What the task asks
The answer must be every line of the records in which the string "Беломорская" appears.
##### Data extracts
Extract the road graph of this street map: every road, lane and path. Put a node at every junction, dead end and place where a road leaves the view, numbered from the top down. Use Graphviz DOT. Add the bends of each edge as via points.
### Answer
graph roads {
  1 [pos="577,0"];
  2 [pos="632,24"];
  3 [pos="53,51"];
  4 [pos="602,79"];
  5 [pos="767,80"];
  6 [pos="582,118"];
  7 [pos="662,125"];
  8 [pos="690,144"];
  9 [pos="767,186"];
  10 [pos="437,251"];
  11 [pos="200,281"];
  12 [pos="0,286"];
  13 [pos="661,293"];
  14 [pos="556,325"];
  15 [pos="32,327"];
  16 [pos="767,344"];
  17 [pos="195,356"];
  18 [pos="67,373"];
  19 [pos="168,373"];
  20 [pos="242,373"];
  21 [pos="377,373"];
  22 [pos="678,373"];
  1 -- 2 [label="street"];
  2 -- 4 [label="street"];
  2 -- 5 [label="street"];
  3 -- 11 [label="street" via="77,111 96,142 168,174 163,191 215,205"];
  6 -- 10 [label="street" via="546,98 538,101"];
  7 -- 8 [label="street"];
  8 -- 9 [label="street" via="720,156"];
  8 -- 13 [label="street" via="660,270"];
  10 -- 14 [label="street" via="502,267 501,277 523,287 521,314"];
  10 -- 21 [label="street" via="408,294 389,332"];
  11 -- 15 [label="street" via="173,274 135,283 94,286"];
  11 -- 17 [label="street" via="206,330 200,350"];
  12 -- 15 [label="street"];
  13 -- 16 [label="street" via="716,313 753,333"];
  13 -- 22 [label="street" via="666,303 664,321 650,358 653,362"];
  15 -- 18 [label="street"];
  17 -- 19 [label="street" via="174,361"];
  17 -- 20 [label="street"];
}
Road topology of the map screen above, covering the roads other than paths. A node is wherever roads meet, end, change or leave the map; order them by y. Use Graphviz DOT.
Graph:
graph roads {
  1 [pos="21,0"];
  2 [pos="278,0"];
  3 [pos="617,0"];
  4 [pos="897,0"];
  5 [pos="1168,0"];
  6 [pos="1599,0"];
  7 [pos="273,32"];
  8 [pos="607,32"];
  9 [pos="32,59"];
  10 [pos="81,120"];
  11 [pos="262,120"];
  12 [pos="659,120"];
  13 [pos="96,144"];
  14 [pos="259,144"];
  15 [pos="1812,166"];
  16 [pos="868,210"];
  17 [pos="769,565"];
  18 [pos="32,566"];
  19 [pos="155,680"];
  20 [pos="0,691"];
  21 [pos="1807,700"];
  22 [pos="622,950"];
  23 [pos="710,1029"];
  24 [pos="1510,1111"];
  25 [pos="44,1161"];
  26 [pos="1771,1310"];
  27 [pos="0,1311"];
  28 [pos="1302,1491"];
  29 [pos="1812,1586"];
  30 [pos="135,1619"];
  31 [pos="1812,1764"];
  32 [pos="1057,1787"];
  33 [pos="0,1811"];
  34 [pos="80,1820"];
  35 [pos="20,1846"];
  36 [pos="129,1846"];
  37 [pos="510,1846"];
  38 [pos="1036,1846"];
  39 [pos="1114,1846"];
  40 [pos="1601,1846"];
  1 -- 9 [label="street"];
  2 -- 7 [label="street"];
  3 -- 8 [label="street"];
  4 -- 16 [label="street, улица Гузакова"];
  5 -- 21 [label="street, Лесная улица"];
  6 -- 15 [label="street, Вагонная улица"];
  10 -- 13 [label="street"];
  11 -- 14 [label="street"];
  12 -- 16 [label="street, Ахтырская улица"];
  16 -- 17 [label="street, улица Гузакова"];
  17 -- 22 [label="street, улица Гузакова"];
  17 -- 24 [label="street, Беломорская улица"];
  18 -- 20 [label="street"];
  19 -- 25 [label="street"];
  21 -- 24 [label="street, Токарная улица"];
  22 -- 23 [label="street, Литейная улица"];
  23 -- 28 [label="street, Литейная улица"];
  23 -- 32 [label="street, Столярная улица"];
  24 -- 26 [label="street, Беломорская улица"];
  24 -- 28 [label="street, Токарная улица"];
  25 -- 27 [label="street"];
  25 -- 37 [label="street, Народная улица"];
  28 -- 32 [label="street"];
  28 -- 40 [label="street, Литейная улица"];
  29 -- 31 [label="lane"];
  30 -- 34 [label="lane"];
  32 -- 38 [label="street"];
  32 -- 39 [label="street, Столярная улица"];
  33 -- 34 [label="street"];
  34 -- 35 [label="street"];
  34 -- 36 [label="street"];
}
##########
Response to this exercise
  17 -- 24 [label="street, Беломорская улица"];
  24 -- 26 [label="street, Беломорская улица"];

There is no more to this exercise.